In terms of ground transportation, Certify said that there’s been a progression over the past four quarters, with people moving from car rentals to Uber. The on-demand service became the dominant mode of transit in Q4 2015 with 41 percent (compared to the 39 percent of people who rented cars). At the beginning of the year, Uber trailed behind the other two options, but it grew steadily each quarter. Lyft is also included in the picture, but Certify said that it grew “by a much smaller percent of total ground transportation than Uber.”

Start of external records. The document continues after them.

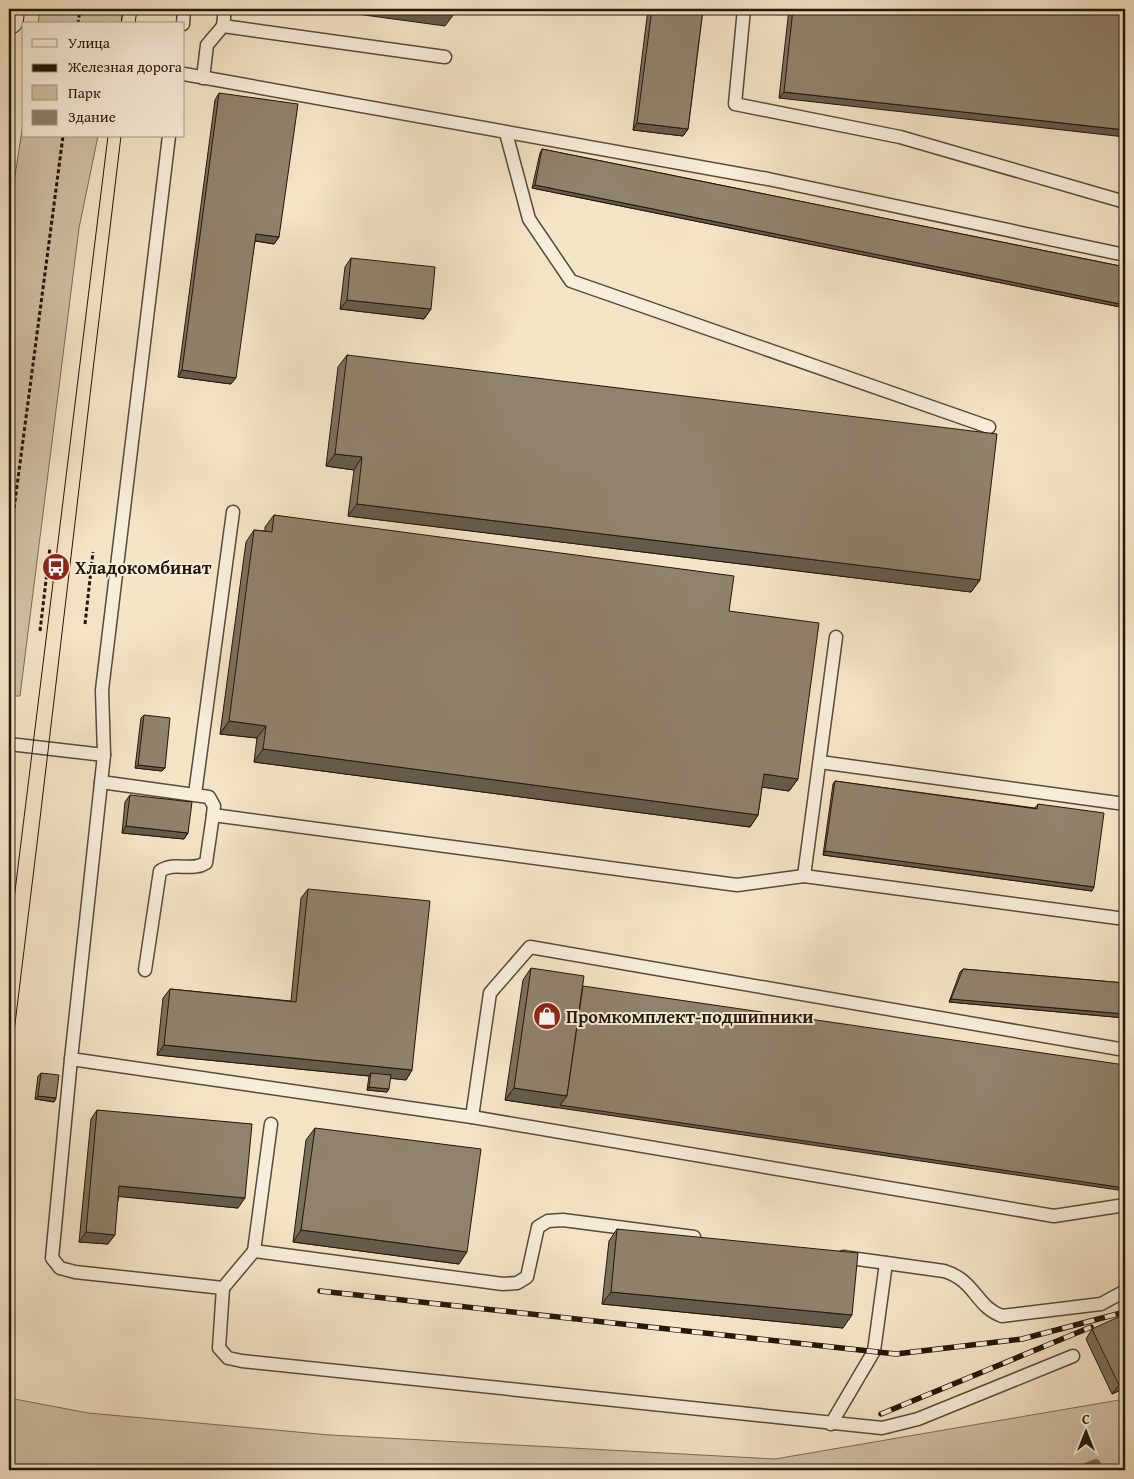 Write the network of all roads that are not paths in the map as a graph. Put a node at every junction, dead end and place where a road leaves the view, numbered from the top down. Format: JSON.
{"nodes":[{"id":1,"x":10,"y":9,"type":"edge"},
{"id":2,"x":184,"y":9,"type":"edge"},
{"id":3,"x":225,"y":9,"type":"edge"},
{"id":4,"x":744,"y":9,"type":"edge"},
{"id":5,"x":9,"y":20,"type":"edge"},
{"id":6,"x":183,"y":22,"type":"edge"},
{"id":7,"x":223,"y":26,"type":"junction"},
{"id":8,"x":446,"y":57,"type":"dead end"},
{"id":9,"x":185,"y":74,"type":"edge"},
{"id":10,"x":203,"y":78,"type":"junction"},
{"id":11,"x":506,"y":133,"type":"junction"},
{"id":12,"x":169,"y":138,"type":"edge"},
{"id":13,"x":1125,"y":202,"type":"edge"},
{"id":14,"x":1125,"y":255,"type":"edge"},
{"id":15,"x":989,"y":427,"type":"dead end"},
{"id":16,"x":233,"y":512,"type":"dead end"},
{"id":17,"x":836,"y":637,"type":"dead end"},
{"id":18,"x":9,"y":744,"type":"edge"},
{"id":19,"x":104,"y":755,"type":"junction"},
{"id":20,"x":820,"y":762,"type":"junction"},
{"id":21,"x":101,"y":782,"type":"junction"},
{"id":22,"x":195,"y":794,"type":"junction"},
{"id":23,"x":1125,"y":804,"type":"edge"},
{"id":24,"x":213,"y":815,"type":"junction"},
{"id":25,"x":804,"y":876,"type":"junction"},
{"id":26,"x":1125,"y":919,"type":"edge"},
{"id":27,"x":145,"y":970,"type":"dead end"},
{"id":28,"x":1125,"y":1050,"type":"edge"},
{"id":29,"x":71,"y":1059,"type":"junction"},
{"id":30,"x":472,"y":1117,"type":"junction"},
{"id":31,"x":271,"y":1124,"type":"dead end"},
{"id":32,"x":1125,"y":1205,"type":"edge"},
{"id":33,"x":710,"y":1239,"type":"edge"},
{"id":34,"x":254,"y":1251,"type":"junction"},
{"id":35,"x":827,"y":1255,"type":"edge"},
{"id":36,"x":886,"y":1263,"type":"junction"},
{"id":37,"x":223,"y":1288,"type":"junction"},
{"id":38,"x":1125,"y":1291,"type":"edge"},
{"id":39,"x":1073,"y":1356,"type":"dead end"},
{"id":40,"x":831,"y":1424,"type":"junction"}],
"edges":[{"from":1,"to":5,"type":"main road"},
{"from":2,"to":6,"type":"lane"},
{"from":3,"to":7,"type":"lane"},
{"from":4,"to":13,"type":"lane"},
{"from":7,"to":8,"type":"lane"},
{"from":7,"to":10,"type":"lane"},
{"from":9,"to":10,"type":"lane"},
{"from":10,"to":11,"type":"lane"},
{"from":11,"to":14,"type":"lane"},
{"from":11,"to":15,"type":"lane"},
{"from":12,"to":19,"type":"lane"},
{"from":16,"to":22,"type":"lane"},
{"from":17,"to":20,"type":"lane"},
{"from":18,"to":19,"type":"lane"},
{"from":19,"to":21,"type":"lane"},
{"from":20,"to":23,"type":"lane"},
{"from":20,"to":25,"type":"lane"},
{"from":21,"to":22,"type":"lane"},
{"from":21,"to":29,"type":"lane"},
{"from":22,"to":24,"type":"lane"},
{"from":24,"to":25,"type":"lane"},
{"from":24,"to":27,"type":"lane"},
{"from":25,"to":26,"type":"lane"},
{"from":28,"to":30,"type":"lane"},
{"from":29,"to":30,"type":"lane"},
{"from":29,"to":37,"type":"lane"},
{"from":30,"to":32,"type":"lane"},
{"from":31,"to":34,"type":"lane"},
{"from":33,"to":34,"type":"lane"},
{"from":34,"to":37,"type":"lane"},
{"from":35,"to":36,"type":"lane"},
{"from":36,"to":38,"type":"lane"},
{"from":36,"to":40,"type":"lane"},
{"from":37,"to":40,"type":"lane"},
{"from":39,"to":40,"type":"lane"}]} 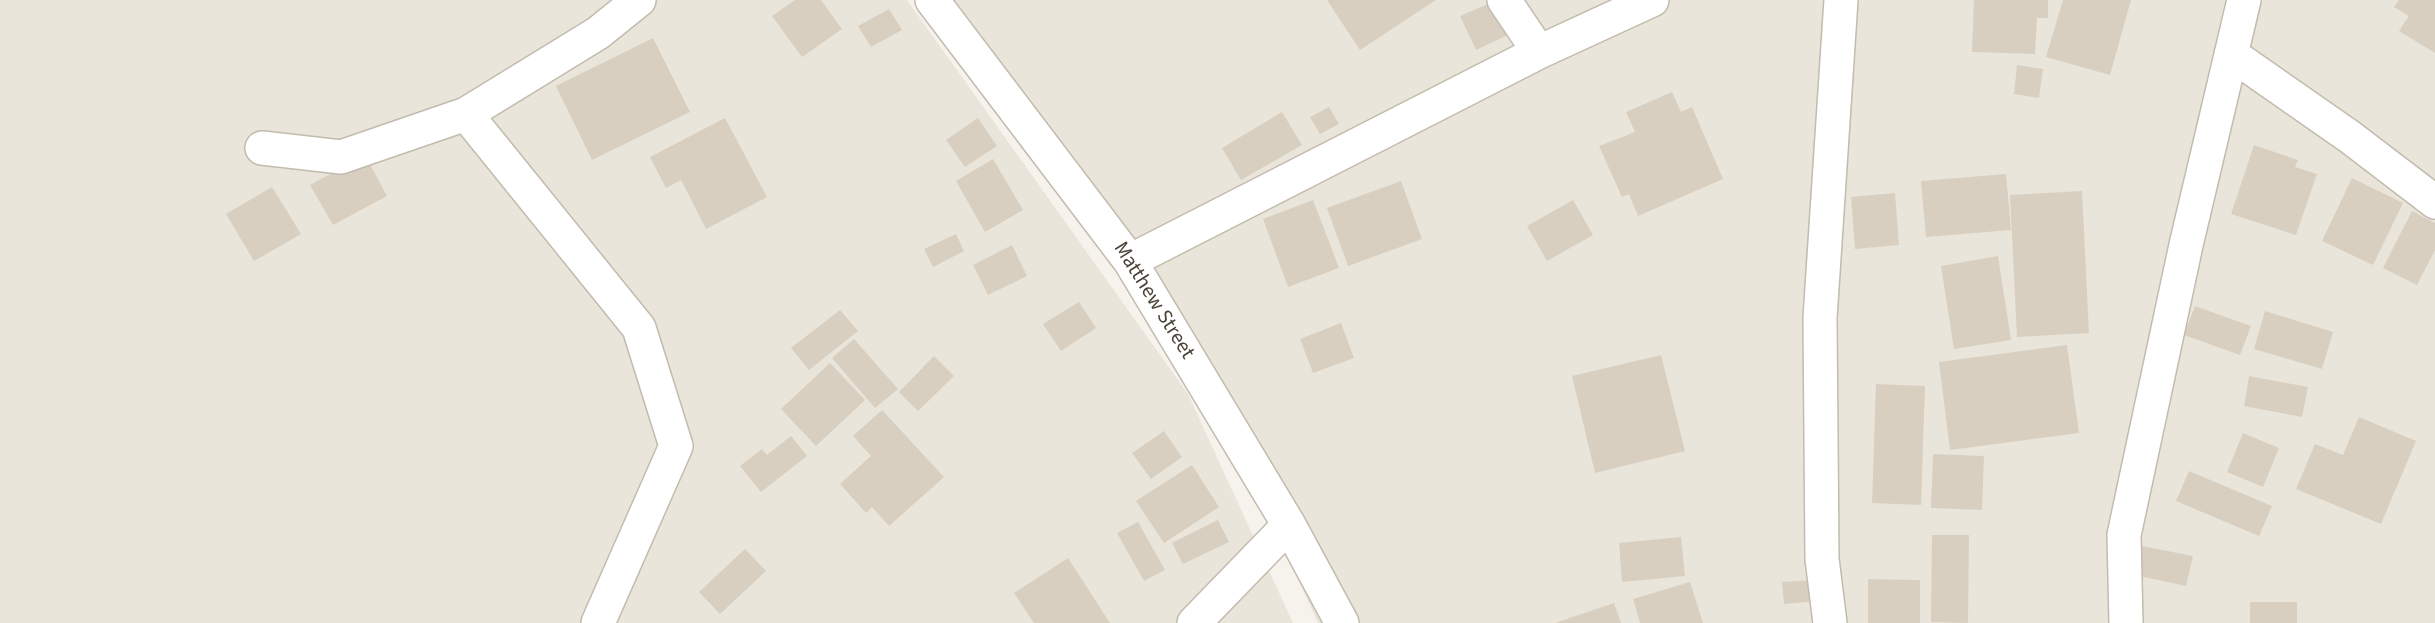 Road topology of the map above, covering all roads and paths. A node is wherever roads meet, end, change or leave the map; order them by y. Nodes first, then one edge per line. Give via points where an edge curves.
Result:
1 (639, 0) edge
2 (932, 0) edge
3 (1504, 0) edge
4 (1652, 0) edge
5 (1841, 0) edge
6 (2244, 0) edge
7 (1539, 52) junction
8 (2231, 54) junction
9 (466, 114) junction
10 (262, 148) dead end
11 (2435, 202) edge
12 (1130, 261) junction
13 (1289, 525) junction
14 (599, 622) edge
15 (1194, 623) edge
16 (1342, 623) edge
17 (1830, 623) edge
18 (2126, 623) edge

1 - 9 street via 598,33
2 - 12 street, Matthew Street
3 - 7 street
4 - 7 street
5 - 17 street via 1820,318 1822,559
6 - 8 street
7 - 12 street
8 - 11 street
8 - 18 street via 2124,534
9 - 10 street via 341,157
9 - 14 street via 639,328 676,446
12 - 13 street, Matthew Street
13 - 15 street
13 - 16 street, Matthew Street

Airbnb listings are also popular among business travellers, with a 2015 annual growth rate of 261 percent domestically and 249 percent internationally. The U.S. city where business people were most likely to stay in one of these properties is, not surprisingly, San Francisco, Calif., while the most popular internationally is Vancouver, Canada.
“Many of the successful on-demand services are based upon either an introduction of a more efficient process, a more satisfying solution, or a product that is less expensive than traditional providers,” said Certify CEO Bob Neveu. “Clearly business travelers are interested in saving time, adding convenience, and reducing costs, so the essence of on-demand services are aligned with the business traveler.”
The trends that Certify is seeing seem to justify moves that both Uber and Airbnb have made in the past two years in their efforts to win over business travelers. The former unveiled Uber for Business in 2014 to let people to cut down on receipts that they’re collecting. The service also began testing business profiles and other features to make sure you can charge your ride to your work account.
As for Airbnb, it’s also been targeting the business traveler, having partnered with Concur and launched a dedicated portal. To encourage more travelers to stay in its properties, the company also rolled out a “Business Travel Ready” certification, which highlights listings that offer 24-hour check-in, flexible host cancellation policies, and more.
The Global Business Travel Association (GBTA) projects that $1.25 trillion was spent worldwide on business expenses in 2015, with 17 percent on lodging, 11 percent on gas, 5 percent on car rentals, 3 percent on taxis, and 1 percent on tolls and parking. It’s likely that while employees enjoy Uber, Lyft, and Airbnb due to their familiarity, companies are probably looking at them more closely because of the potential savings they offer.
“When given the option to choose, business travelers are rapidly adopting and integrating ‘sharing economy’ type services into the purchasing habits,” said Neveu. “Traditional providers of these services should find ways to respond to this trend in an effort to defend market share and potentially increase adoption of their products.”